Webber knows these waters. He’s lived the intensity of a title chase, the days when every call and every inch matters. His message to Piastri is blunt but familiar: your team can put the right tools around you, but only the driver can wring the weekend dry. And after a season in which Piastri led the standings earlier on, Norris’ momentum has now flipped the storyline.

The dynamic at McLaren is fascinating precisely because it’s so transparent. There’s no cloak-and-dagger politics; just two drivers in equal machinery, hustling for the same prize. Norris has found that sweet spot lately where he fronts the weekend from Friday and closes it like a hammer. Piastri’s peaks are still there — the raw pace hasn’t vanished — but they’ve been sprinkled with scrapes and near-misses at exactly the wrong time.
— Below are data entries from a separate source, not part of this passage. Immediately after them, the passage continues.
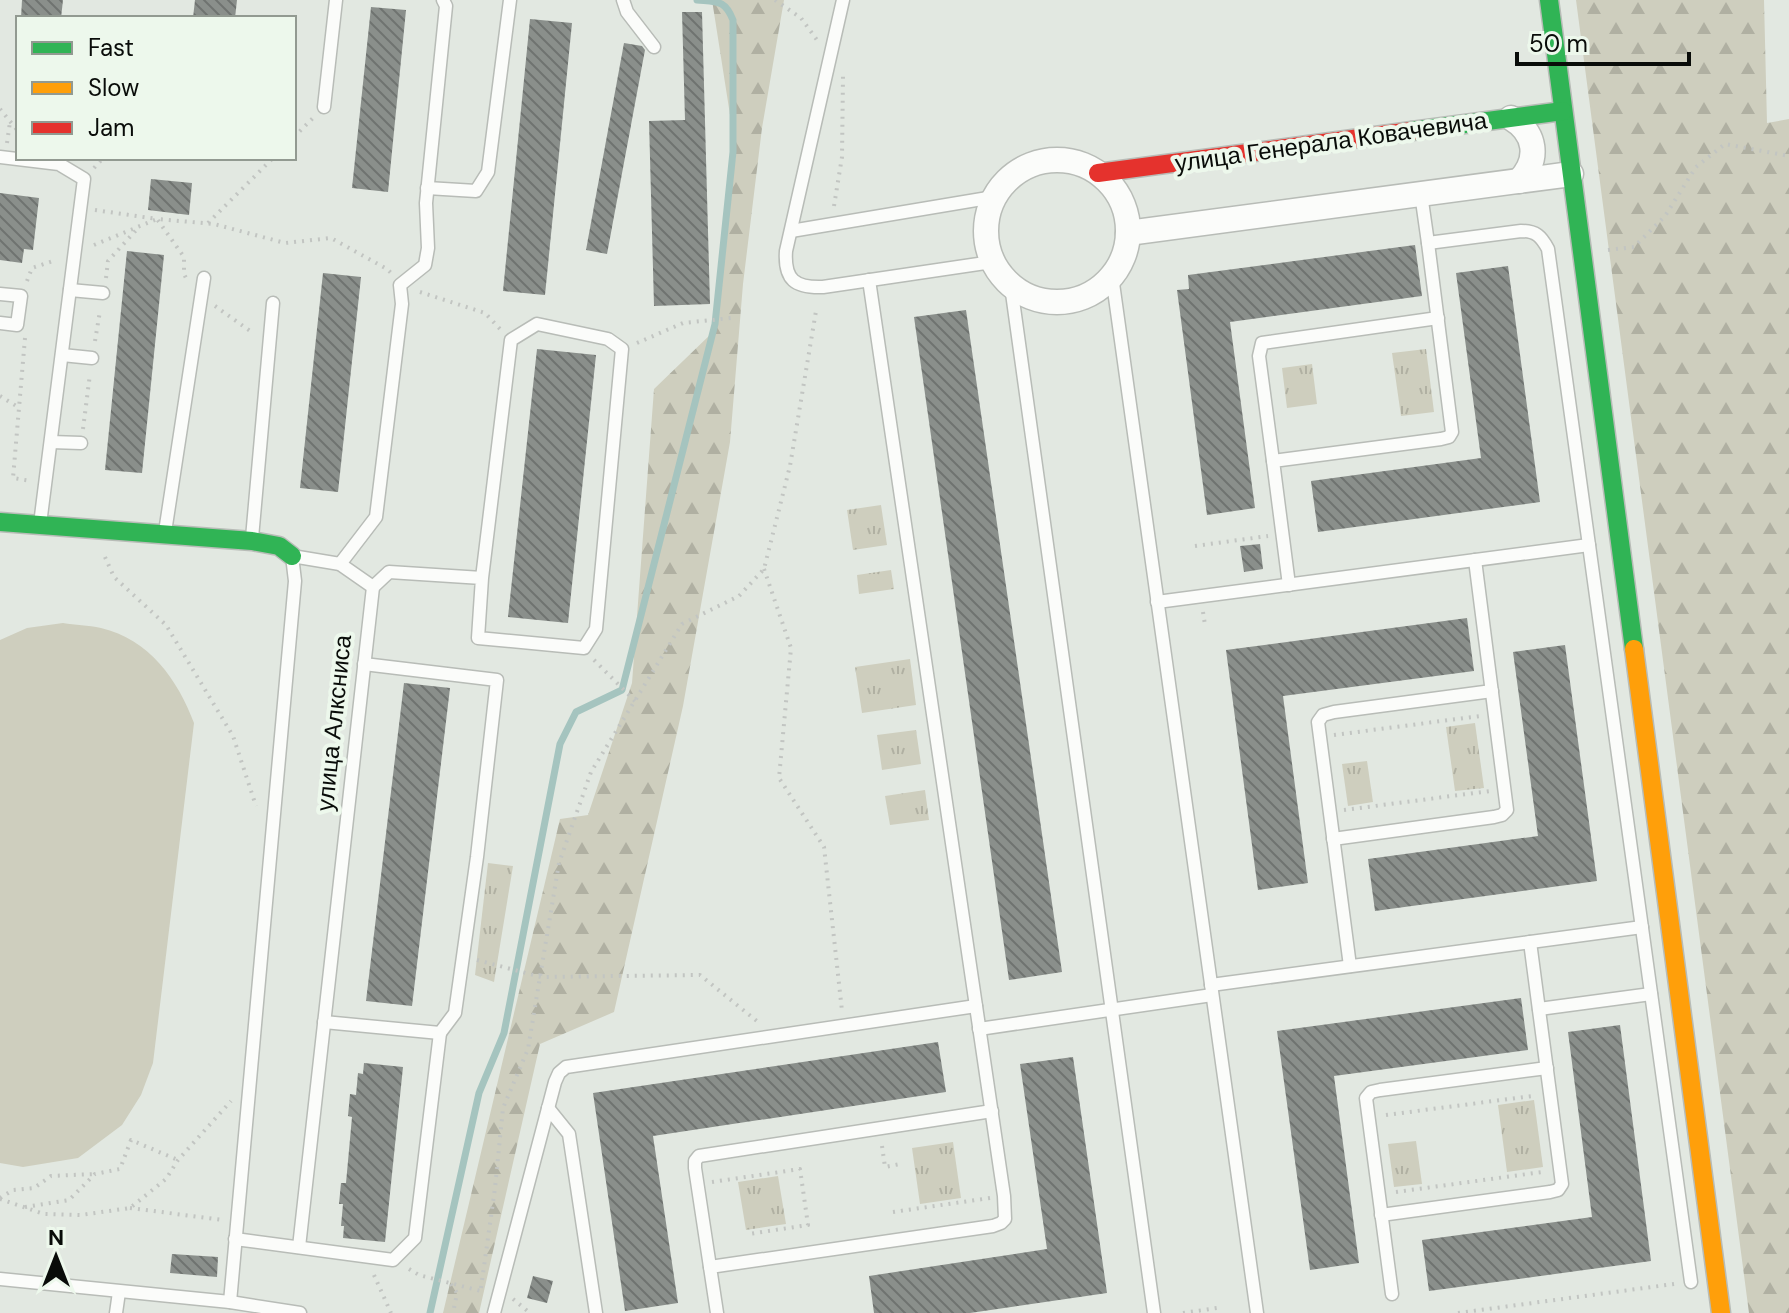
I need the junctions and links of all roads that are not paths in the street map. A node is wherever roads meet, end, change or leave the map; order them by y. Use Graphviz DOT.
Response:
graph roads {
  1 [pos="336,0"];
  2 [pos="443,0"];
  3 [pos="510,0"];
  4 [pos="623,0"];
  5 [pos="843,0"];
  6 [pos="1549,0"];
  7 [pos="654,47"];
  8 [pos="324,107"];
  9 [pos="1563,111"];
  10 [pos="1511,118"];
  11 [pos="25,160"];
  12 [pos="1098,173"];
  13 [pos="1571,174"];
  14 [pos="1519,181"];
  15 [pos="427,188"];
  16 [pos="1421,194"];
  17 [pos="994,197"];
  18 [pos="791,231"];
  19 [pos="1128,233"];
  20 [pos="1428,243"];
  21 [pos="992,262"];
  22 [pos="1112,276"];
  23 [pos="204,278"];
  24 [pos="869,280"];
  25 [pos="1011,286"];
  26 [pos="70,290"];
  27 [pos="103,293"];
  28 [pos="0,294"];
  29 [pos="273,303"];
  30 [pos="1438,318"];
  31 [pos="0,323"];
  32 [pos="62,355"];
  33 [pos="92,358"];
  34 [pos="51,442"];
  35 [pos="81,443"];
  36 [pos="1273,461"];
  37 [pos="0,522"];
  38 [pos="40,527"];
  39 [pos="165,535"];
  40 [pos="252,541"];
  41 [pos="1589,545"];
  42 [pos="292,556"];
  43 [pos="1475,560"];
  44 [pos="340,564"];
  45 [pos="482,578"];
  46 [pos="1289,585"];
  47 [pos="373,587"];
  48 [pos="1157,602"];
  49 [pos="364,664"];
  50 [pos="1492,691"];
  51 [pos="1333,839"];
  52 [pos="1642,927"];
  53 [pos="1530,942"];
  54 [pos="1350,966"];
  55 [pos="1211,990"];
  56 [pos="1651,994"];
  57 [pos="976,1006"];
  58 [pos="1539,1009"];
  59 [pos="1112,1010"];
  60 [pos="324,1022"];
  61 [pos="979,1029"];
  62 [pos="440,1033"];
  63 [pos="1547,1068"];
  64 [pos="548,1108"];
  65 [pos="992,1111"];
  66 [pos="1381,1215"];
  67 [pos="235,1239"];
  68 [pos="299,1247"];
  69 [pos="710,1267"];
  70 [pos="0,1279"];
  71 [pos="1691,1282"];
  72 [pos="119,1292"];
  73 [pos="1392,1294"];
  74 [pos="230,1302"];
  75 [pos="116,1313"];
  76 [pos="300,1313"];
  77 [pos="494,1313"];
  78 [pos="596,1313"];
  79 [pos="717,1313"];
  80 [pos="1154,1313"];
  81 [pos="1257,1313"];
  82 [pos="1721,1313"];
  1 -- 8 [label="lane"];
  2 -- 15 [label="lane"];
  3 -- 15 [label="lane"];
  4 -- 7 [label="lane"];
  5 -- 18 [label="lane"];
  6 -- 9 [label="main road"];
  9 -- 10 [label="main road, улица Генерала Ковачевича"];
  9 -- 13 [label="main road"];
  10 -- 12 [label="main road, улица Генерала Ковачевича"];
  10 -- 14 [label="street"];
  11 -- 26 [label="lane"];
  12 -- 17 [label="street, улица Генерала Ковачевича"];
  12 -- 19 [label="street"];
  13 -- 14 [label="street"];
  13 -- 82 [label="main road"];
  14 -- 16 [label="street"];
  15 -- 44 [label="lane"];
  16 -- 19 [label="street"];
  16 -- 20 [label="lane"];
  17 -- 18 [label="lane"];
  17 -- 21 [label="street"];
  18 -- 24 [label="lane"];
  19 -- 22 [label="street"];
  20 -- 30 [label="lane"];
  20 -- 41 [label="lane"];
  21 -- 24 [label="lane"];
  21 -- 25 [label="street"];
  22 -- 25 [label="street"];
  22 -- 48 [label="lane"];
  23 -- 39 [label="lane"];
  24 -- 57 [label="lane"];
  25 -- 59 [label="lane"];
  26 -- 27 [label="lane"];
  26 -- 32 [label="lane"];
  28 -- 31 [label="lane"];
  29 -- 40 [label="lane"];
  30 -- 36 [label="lane"];
  30 -- 36 [label="lane"];
  32 -- 33 [label="lane"];
  32 -- 34 [label="lane"];
  34 -- 35 [label="lane"];
  34 -- 38 [label="lane"];
  36 -- 46 [label="lane"];
  37 -- 38 [label="main road"];
  38 -- 39 [label="main road"];
  39 -- 40 [label="main road"];
  40 -- 42 [label="main road"];
  41 -- 43 [label="lane"];
  41 -- 52 [label="lane"];
  42 -- 44 [label="lane"];
  42 -- 67 [label="lane"];
  43 -- 46 [label="lane"];
  43 -- 50 [label="lane"];
  44 -- 47 [label="lane"];
  45 -- 45 [label="lane"];
  45 -- 47 [label="lane"];
  46 -- 48 [label="lane"];
  47 -- 49 [label="lane, улица Алксниса"];
  48 -- 55 [label="lane"];
  49 -- 60 [label="lane, улица Алксниса"];
  49 -- 62 [label="lane"];
  50 -- 51 [label="lane"];
  50 -- 51 [label="lane"];
  51 -- 54 [label="lane"];
  52 -- 53 [label="lane"];
  52 -- 56 [label="lane"];
  53 -- 54 [label="lane"];
  53 -- 58 [label="lane"];
  54 -- 55 [label="lane"];
  55 -- 59 [label="lane"];
  55 -- 81 [label="lane"];
  56 -- 58 [label="lane"];
  56 -- 71 [label="lane"];
  57 -- 61 [label="lane"];
  57 -- 64 [label="lane"];
  58 -- 63 [label="lane"];
  59 -- 61 [label="lane"];
  59 -- 80 [label="lane"];
  60 -- 62 [label="lane"];
  60 -- 68 [label="lane, улица Алксниса"];
  61 -- 65 [label="lane"];
  62 -- 68 [label="lane"];
  63 -- 66 [label="lane"];
  63 -- 66 [label="lane"];
  64 -- 77 [label="lane"];
  64 -- 78 [label="lane"];
  65 -- 69 [label="lane"];
  65 -- 69 [label="lane"];
  66 -- 73 [label="lane"];
  67 -- 68 [label="lane"];
  67 -- 74 [label="lane"];
  69 -- 79 [label="lane"];
  70 -- 72 [label="lane"];
  72 -- 74 [label="lane"];
  72 -- 75 [label="lane"];
  74 -- 76 [label="lane"];
}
Piastri isn’t the sulk-and-sulk-again type. He processes quickly, he’s brisk on accountability, and he’s got a racing brain that usually keeps him cleaner than most in traffic. The frustration in São Paulo came because the penalty felt out of step with the scenario. But there’s no rewinding what the stewards decide. And in a title fight, bad calls — your own, the pit wall’s, or the officials’ — can’t become anchors.

Which is exactly why Webber’s nudge lands with a thud. Find the character. It’s not about making the car faster on a Tuesday or unspooling a new spec from Woking. It’s about the messy work of weekend craft: banking laps in a gusty quali, staying out of other people’s accidents, taking the two points instead of throwing five away, and then waiting for your surge.

If there’s a silver lining for Piastri, it’s that the gap to Norris is big enough to be clear, but not so big it’s fatal. He’s not fighting ghosts — he’s fighting a teammate whose form, right now, is white-hot. And that’s a stressful place to be, but it’s also the absolute best education you can buy in Formula 1.

McLaren won’t change a thing publicly. No orders, no narratives, just two drivers free to sort it between them. Norris has earned that recent sheen of inevitability; Piastri has to scuff it. He doesn’t need fireworks, he needs clean weekends, and perhaps a touch of luck that’s been avoiding the #81 car.

Webber’s final word felt less like a critique and more like a challenge he expects his driver to meet. Third year. Title pressure. Find that character. It’s a simple brief — and the hardest one there is.